6:5 Fixture Collateral. Upon the occurrence of any Event of Default, or at any time thereafter, Beneficiary may elect to treat the Fixture Collateral as either Realty Collateral or as Personalty Collateral (but not both) and proceeds to exercise such rights as apply to the type of Collateral selected.
6:6 Proceeding As to Both Realty and Personalty. Without limiting anything in the foregoing to the contrary, Beneficiary or Trustee may proceed to foreclose as to personal property (and fixtures) in accordance with the rights and remedies herein provided as to real property pursuant to Section 9.604 of the Texas Uniform Commercial Code.

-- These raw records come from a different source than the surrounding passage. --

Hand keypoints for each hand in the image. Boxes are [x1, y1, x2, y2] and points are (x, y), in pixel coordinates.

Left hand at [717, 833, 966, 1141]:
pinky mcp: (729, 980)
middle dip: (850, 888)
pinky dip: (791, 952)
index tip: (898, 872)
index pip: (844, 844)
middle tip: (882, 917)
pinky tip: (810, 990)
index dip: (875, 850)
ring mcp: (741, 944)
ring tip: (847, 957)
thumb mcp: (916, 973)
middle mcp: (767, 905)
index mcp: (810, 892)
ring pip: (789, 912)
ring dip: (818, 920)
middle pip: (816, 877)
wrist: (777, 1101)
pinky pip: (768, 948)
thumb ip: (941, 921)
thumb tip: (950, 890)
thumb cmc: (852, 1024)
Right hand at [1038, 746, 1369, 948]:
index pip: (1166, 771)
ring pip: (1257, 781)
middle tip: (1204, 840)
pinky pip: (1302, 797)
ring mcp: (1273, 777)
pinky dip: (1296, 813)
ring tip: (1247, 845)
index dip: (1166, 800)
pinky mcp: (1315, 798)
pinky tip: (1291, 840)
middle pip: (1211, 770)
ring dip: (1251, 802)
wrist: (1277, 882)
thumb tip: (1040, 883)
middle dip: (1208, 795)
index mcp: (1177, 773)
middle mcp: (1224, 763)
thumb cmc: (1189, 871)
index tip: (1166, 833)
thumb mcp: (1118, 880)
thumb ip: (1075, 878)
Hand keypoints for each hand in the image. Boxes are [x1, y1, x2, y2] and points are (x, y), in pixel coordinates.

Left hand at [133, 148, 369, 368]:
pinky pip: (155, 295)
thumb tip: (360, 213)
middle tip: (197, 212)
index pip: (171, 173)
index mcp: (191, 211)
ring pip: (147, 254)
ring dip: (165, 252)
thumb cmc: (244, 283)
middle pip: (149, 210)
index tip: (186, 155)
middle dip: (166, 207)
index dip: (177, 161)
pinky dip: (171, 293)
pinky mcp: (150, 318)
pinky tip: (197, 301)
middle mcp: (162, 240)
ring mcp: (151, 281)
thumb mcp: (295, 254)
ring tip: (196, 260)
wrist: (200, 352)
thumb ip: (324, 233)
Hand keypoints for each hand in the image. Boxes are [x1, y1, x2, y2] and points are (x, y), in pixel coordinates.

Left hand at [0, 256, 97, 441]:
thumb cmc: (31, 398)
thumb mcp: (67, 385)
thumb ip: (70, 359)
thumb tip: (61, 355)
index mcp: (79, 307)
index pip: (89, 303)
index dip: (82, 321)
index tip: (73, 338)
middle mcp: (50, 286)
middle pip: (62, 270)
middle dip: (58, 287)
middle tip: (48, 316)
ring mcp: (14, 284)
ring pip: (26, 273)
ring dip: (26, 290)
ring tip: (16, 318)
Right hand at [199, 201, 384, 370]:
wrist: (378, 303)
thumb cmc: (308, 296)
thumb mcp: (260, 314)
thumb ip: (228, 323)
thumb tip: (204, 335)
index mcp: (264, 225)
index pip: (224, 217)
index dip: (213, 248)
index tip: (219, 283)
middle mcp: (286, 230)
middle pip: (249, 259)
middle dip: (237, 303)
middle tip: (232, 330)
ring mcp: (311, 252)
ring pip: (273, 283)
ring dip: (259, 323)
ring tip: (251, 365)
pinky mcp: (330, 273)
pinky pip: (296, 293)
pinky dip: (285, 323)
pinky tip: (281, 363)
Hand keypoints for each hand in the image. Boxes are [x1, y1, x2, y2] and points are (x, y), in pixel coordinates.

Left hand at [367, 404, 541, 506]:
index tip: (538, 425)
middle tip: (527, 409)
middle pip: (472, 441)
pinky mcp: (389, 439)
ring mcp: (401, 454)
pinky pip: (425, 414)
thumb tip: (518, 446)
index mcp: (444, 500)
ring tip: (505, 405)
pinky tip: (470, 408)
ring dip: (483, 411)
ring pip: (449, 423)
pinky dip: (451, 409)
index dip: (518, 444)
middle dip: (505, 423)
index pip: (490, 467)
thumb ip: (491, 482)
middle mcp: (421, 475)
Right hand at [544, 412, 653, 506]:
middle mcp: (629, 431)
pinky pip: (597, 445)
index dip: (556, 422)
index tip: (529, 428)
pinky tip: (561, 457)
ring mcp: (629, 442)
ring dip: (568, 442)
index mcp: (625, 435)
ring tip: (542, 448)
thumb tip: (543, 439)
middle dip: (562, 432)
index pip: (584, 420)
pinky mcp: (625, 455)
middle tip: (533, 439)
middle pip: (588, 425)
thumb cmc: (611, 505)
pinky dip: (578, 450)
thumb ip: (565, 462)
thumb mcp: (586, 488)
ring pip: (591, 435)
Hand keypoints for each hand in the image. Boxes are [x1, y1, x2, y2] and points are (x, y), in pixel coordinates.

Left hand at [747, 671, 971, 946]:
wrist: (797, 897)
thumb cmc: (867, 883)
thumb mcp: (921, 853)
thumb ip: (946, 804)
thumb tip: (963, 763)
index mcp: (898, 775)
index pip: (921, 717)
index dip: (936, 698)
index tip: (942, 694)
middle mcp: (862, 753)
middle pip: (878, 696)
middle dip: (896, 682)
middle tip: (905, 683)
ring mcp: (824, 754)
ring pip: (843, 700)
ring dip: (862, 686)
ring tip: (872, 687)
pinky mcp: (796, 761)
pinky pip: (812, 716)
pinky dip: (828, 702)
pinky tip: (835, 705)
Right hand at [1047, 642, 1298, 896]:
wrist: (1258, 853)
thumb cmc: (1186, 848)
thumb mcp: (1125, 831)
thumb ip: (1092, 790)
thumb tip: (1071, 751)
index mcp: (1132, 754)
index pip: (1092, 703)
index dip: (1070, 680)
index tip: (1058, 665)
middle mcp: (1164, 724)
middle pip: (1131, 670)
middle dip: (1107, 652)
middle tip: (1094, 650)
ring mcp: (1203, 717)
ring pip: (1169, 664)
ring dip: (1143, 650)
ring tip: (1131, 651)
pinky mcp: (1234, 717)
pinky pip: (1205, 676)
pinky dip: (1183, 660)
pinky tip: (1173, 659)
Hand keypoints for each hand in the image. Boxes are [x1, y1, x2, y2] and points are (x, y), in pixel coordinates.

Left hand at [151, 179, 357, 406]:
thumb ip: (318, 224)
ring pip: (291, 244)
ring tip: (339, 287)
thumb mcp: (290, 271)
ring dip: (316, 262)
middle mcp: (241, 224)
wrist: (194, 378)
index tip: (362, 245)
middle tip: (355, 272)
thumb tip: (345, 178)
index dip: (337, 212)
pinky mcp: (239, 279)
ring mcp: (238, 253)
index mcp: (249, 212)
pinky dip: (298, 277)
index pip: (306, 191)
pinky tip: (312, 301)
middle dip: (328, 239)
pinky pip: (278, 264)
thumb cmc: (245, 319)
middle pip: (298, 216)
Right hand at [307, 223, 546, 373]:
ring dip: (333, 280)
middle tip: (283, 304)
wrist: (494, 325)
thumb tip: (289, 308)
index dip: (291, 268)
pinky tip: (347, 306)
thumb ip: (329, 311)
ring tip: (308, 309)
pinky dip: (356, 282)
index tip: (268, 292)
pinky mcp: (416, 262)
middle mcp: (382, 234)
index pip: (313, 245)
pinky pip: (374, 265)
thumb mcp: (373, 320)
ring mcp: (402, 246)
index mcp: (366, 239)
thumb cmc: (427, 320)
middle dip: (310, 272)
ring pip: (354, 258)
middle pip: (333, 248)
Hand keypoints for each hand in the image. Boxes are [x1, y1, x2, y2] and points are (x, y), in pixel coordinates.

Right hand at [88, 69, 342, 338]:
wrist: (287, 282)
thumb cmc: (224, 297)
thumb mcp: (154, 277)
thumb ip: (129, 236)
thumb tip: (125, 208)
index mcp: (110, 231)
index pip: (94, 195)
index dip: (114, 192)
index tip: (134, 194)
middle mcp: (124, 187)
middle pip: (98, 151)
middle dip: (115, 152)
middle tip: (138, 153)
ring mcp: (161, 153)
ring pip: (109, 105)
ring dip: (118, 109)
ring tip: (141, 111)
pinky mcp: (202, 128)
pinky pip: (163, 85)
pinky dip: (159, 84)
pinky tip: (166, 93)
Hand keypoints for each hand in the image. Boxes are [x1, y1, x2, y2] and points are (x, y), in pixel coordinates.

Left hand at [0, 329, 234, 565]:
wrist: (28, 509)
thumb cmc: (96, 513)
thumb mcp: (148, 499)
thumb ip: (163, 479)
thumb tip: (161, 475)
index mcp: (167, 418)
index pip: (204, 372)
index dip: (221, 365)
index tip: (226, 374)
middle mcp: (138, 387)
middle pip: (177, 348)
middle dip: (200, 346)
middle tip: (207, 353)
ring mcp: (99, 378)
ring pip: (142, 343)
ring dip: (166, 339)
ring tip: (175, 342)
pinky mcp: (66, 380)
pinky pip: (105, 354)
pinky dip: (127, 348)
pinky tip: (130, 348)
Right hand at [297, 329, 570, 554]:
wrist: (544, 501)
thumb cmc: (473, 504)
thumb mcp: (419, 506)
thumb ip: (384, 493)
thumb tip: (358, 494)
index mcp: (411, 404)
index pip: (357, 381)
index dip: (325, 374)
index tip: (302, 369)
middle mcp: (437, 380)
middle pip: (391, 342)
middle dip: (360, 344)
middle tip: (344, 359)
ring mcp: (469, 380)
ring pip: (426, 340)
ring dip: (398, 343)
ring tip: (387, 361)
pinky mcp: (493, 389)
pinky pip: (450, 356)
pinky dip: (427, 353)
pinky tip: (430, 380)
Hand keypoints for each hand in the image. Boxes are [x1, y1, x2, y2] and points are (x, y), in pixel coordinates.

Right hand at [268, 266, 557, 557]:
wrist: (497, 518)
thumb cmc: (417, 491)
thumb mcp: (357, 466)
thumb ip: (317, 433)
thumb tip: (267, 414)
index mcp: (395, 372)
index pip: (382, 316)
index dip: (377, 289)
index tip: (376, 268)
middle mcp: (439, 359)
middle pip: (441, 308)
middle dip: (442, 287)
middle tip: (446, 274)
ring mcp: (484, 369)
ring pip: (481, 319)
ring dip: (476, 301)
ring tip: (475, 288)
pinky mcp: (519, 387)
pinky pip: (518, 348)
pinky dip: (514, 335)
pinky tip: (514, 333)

6:7 Mineral Leasing Act. Notwithstanding any other provisions hereof, any oil and gas leases covered by this Mortgage which are subject to the Mineral Leasing Act of 1920 as amended, and the regulations promulgated thereunder, shall not be sold or otherwise disposed of to any party other than citizens of the United States, or to associations of such citizens or to any corporation organized under the laws of the United States, or any state or territory thereof that are qualified to own or control interests in such Oil and Gas Leases under the provisions of such Act and regulations, or to persons who may acquire ownership or interest in such Oil and Gas Leases under the provisions of 30 U.S.C. § 184(g) if applicable, as such Act or regulation are now or may be from time to time in effect.
SECTION VII. MISCELLANEOUS.
7:1 Pooling and Unitization. Mortgagor will have the right and is hereby authorized to pool or unitize all or any part of any Oil and Gas Properties with adjacent lands, leaseholds and other interests when in the reasonable judgment of Mortgagor, it is necessary or advisable to do so in order to form a drilling unit to facilitate the orderly development of that part of the Oil and Gas Properties affected thereby, or to comply with the requirements of any law or governmental order or regulation relating to the spacing of wells or proration of the production therefrom; provided, however, that any unit so formed for the production of oil will not substantially exceed 160 acres, and any unit so formed for the production of gas will not substantially exceed 640 acres, unless a larger area is required to conform to an applicable law or governmental order or regulation relating to the spacing of wells or to obtain the maximum allowable production under any applicable law or governmental order or regulation relating to the proration of production therefrom; and further provided that the Hydrocarbons produced from any unit so formed will be allocated among the separately owned tracts or interests comprising the unit in proportion to the respective surface areas thereof. Any unit so formed may relate to one or more zones or horizons, and a unit formed for a particular production of oil need not conform in area with any unit formed for the production of gas. Immediately after the formation of any such unit, Mortgagor shall furnish to the Trustee a true copy of the pooling agreement, declaration of pooling or other instrument creating such unit, in such number of counterparts as the Trustee may reasonably request. The interest in any such unit attributable to the Oil and Gas Properties (or any part thereof) included therein will become a part of the Realty Collateral and will be subject to the lien hereof in the same manner and with the same effect as though such unit and the interest of Mortgagor therein were specifically described in Exhibit A. Mortgagor may enter into pooling or unitization agreements not hereinabove authorized only with the prior written consent of the Beneficiary.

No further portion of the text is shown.